De 1880 à environ 1970 lorsqu'un vieux con (peu importe l'âge réel il s'agit de l'esprit) était mécontent de son époque, c'est-à-dire qu'il jugeait que l'époque ne le méritait pas, lui, il finissait toujours par sortir, à un moment ou un autre : "Il faudrait une bonne guerre." Ensuite les mêmes vieux cons mais des générations suivantes se sont mis à dire et disent toujours : "Plutôt la dictature que la démocratie molle et sournoise." Au fond c'est resté la même lamentation, le même voeu :"Que vienne le temps des coups de pied au cul." Le plus marrant est que ceux qui appelle à la répression-révolution-répression sont les mêmes qui défilent contre la guerre, "parce que c'est mal et que ça tue des gens." A l'inverse, les va t'en guerre du temps de grand-papa étaient contre les révolutions, "source de désordres et de violence." C'est ce que l'on peut identifier comme le gène du gnagnatisme, passant-mutant d'une génération l'autre.
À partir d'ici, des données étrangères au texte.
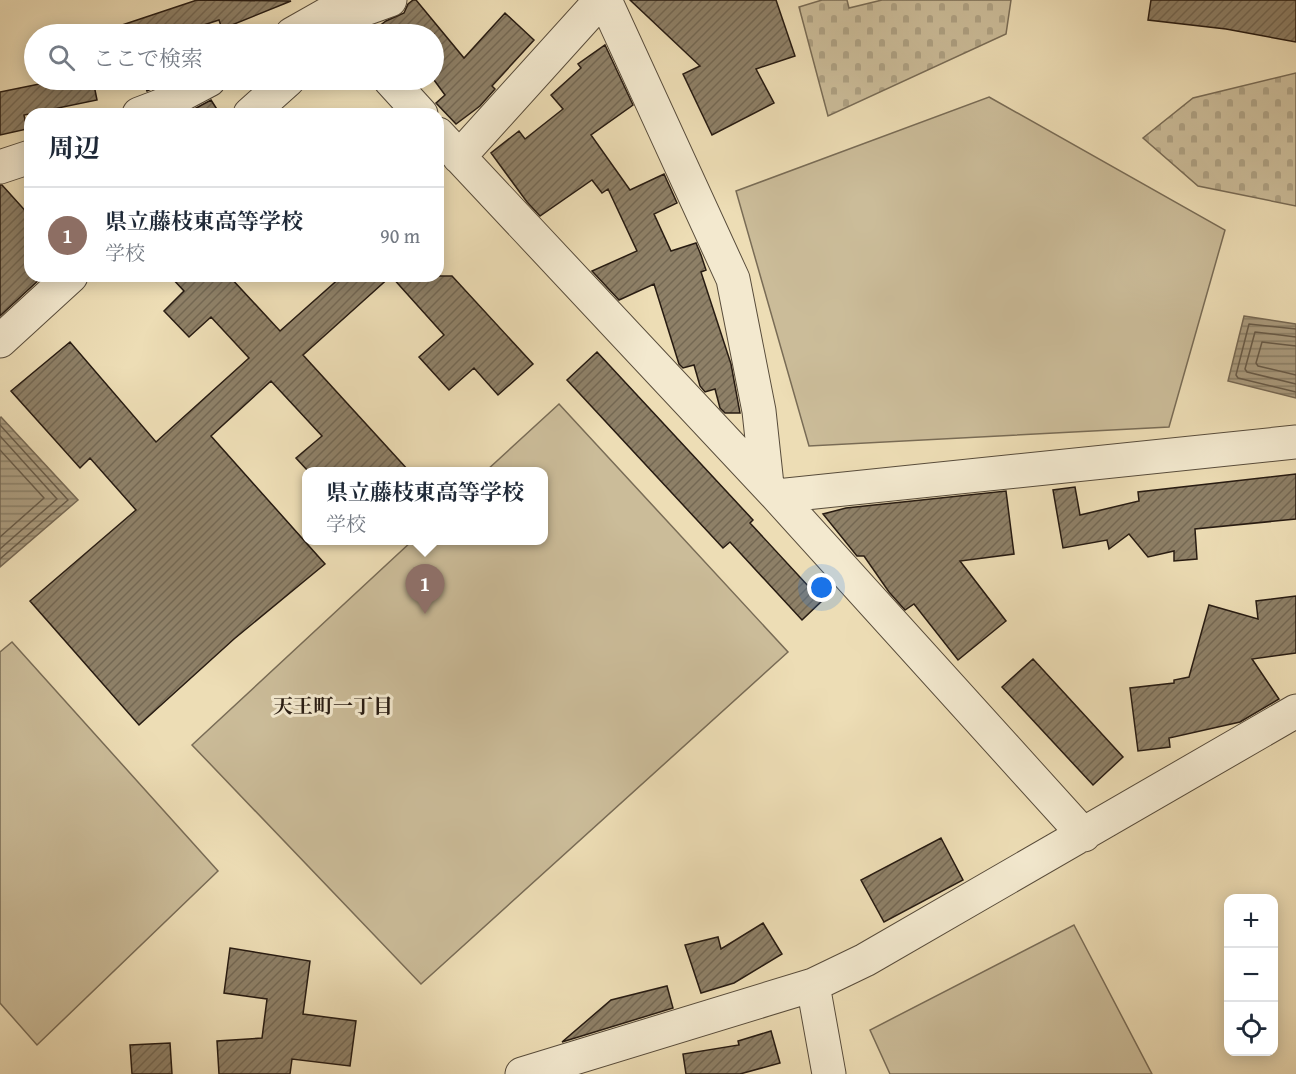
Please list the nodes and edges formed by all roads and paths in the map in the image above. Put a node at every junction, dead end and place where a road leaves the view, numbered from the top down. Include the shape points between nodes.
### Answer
1 (390, 0) edge
2 (603, 0) edge
3 (337, 21) edge
4 (190, 90) edge
5 (277, 90) edge
6 (399, 90) edge
7 (155, 108) edge
8 (257, 108) edge
9 (416, 108) edge
10 (448, 145) edge
11 (24, 159) edge
12 (0, 167) edge
13 (64, 282) edge
14 (0, 341) edge
15 (1296, 442) edge
16 (772, 490) junction
17 (1296, 711) edge
18 (1084, 835) junction
19 (813, 985) junction
20 (537, 1072) edge
21 (829, 1074) edge

1 - 3 street
2 - 10 street
2 - 16 street via 733,279
4 - 7 street
5 - 8 street
6 - 9 street
10 - 16 street
11 - 12 street
13 - 14 street
15 - 16 street
16 - 18 street
17 - 18 street
18 - 19 street via 865,960
19 - 20 street
19 - 21 street

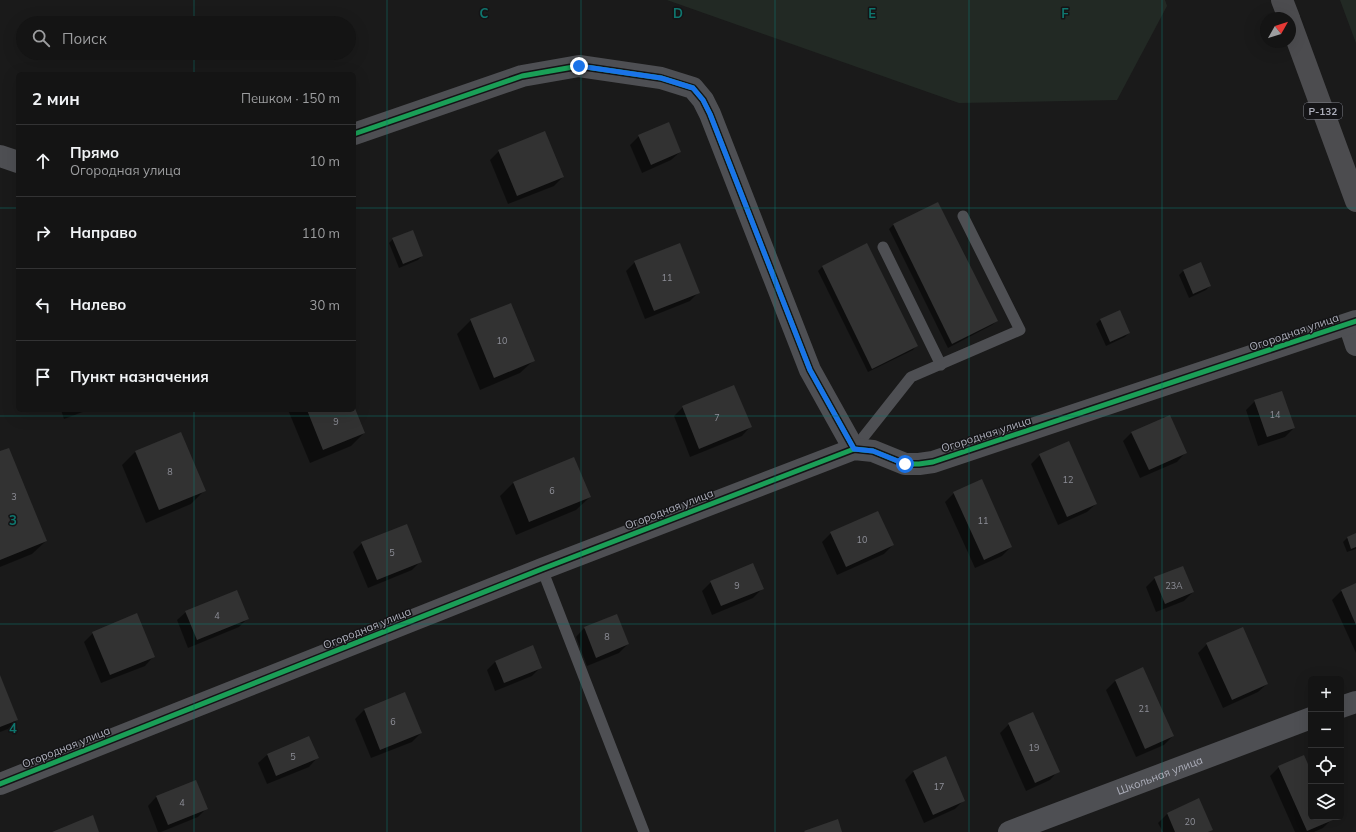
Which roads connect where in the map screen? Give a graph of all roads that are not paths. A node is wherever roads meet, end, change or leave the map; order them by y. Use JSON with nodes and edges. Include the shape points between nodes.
{"nodes":[{"id":1,"x":1282,"y":0,"type":"edge"},
{"id":2,"x":1287,"y":12,"type":"edge"},
{"id":3,"x":1296,"y":37,"type":"edge"},
{"id":4,"x":356,"y":133,"type":"edge"},
{"id":5,"x":0,"y":156,"type":"edge"},
{"id":6,"x":16,"y":161,"type":"edge"},
{"id":7,"x":1356,"y":201,"type":"edge"},
{"id":8,"x":963,"y":216,"type":"dead end"},
{"id":9,"x":884,"y":247,"type":"dead end"},
{"id":10,"x":1352,"y":322,"type":"edge"},
{"id":11,"x":1356,"y":345,"type":"edge"},
{"id":12,"x":941,"y":365,"type":"junction"},
{"id":13,"x":854,"y":449,"type":"junction"},
{"id":14,"x":542,"y":569,"type":"junction"},
{"id":15,"x":1356,"y":702,"type":"edge"},
{"id":16,"x":1344,"y":706,"type":"edge"},
{"id":17,"x":1308,"y":719,"type":"edge"},
{"id":18,"x":0,"y":784,"type":"edge"},
{"id":19,"x":644,"y":832,"type":"edge"},
{"id":20,"x":1009,"y":832,"type":"edge"}],
"edges":[{"from":1,"to":2,"type":"highway"},
{"from":3,"to":7,"type":"highway","number":"Р-132"},
{"from":4,"to":13,"type":"street","via":[[522,76],[579,66],[661,78],[693,88],[710,114],[810,370]]},
{"from":5,"to":6,"type":"street"},
{"from":8,"to":12,"type":"lane","via":[[1020,330]]},
{"from":9,"to":12,"type":"lane"},
{"from":10,"to":11,"type":"street"},
{"from":10,"to":13,"type":"street","name":"Огородная улица","via":[[933,462],[905,464],[873,451]]},
{"from":12,"to":13,"type":"lane","via":[[911,377]]},
{"from":13,"to":14,"type":"street","name":"Огородная улица"},
{"from":14,"to":18,"type":"street","name":"Огородная улица"},
{"from":14,"to":19,"type":"lane"},
{"from":15,"to":16,"type":"street"},
{"from":17,"to":20,"type":"street","name":"Школьная улица"}]}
Ne pas oublier dorénavant, quand j'entendrais "la démocratie, tu parles !" de transcrire automatiquement " Vivement la guerre !". Sourire est bon pour le karma, comme dirait Taupe.

Solidarité




Hier passé mon temps bloquée dans le train. Depuis 15 jours en fait. ça ne me fâche pas, ça me permet d'arriver tranquillement le matin, voir plus tard. Je serais bien plus furax s'ils bloquaient les trains du soir. Mais je suppose que les étudiants contestataires ont un estomac et rentrent sagement dîner. Bloquer les trains, cela fait sourire, cette imitation des grandes personnes, quand on fait grève, c'est toujours dans les transports. Ils ont sans doute réalisé que bloquer les facs, tout le monde s'en foutait à aprt eux et ceux qui auraient aimé passer leurs examens cette année. Enfin moi ça va, mais j'imùagine que certains, en position vraiment précaire, doivent souffrir de perdre une demi-journée ou d'arriver en retard si patron bien sourcilleux. Ils n'ont qu'à être solidaires...

lundi 3 avril 2006

Tony Takitani


Superbe film, intimiste et doux. Beauté douce des gris, ceux des vêtements, allant tous du beige au gris, pas de couleurs qui claquent. Beauté de la voix off et des notes de piano qui pendant près d'une demi-heure vont raconter l'exposition d'une histoire douce-amère qui va durer au fond 40 minutes. Il n'y a vraiment que les Japonais pour captiver de la sorte avec les histoires les plus simples, les moins épiques, émerveillement perpétuel du quotidien.

Ce nom comme une musique, un chantonnment, Tony Takitani, Tony Takitani, la Ballade de Tony...

Dans la vie on prend toujours le mauvais chemin au bon moment. Dany Laferrière.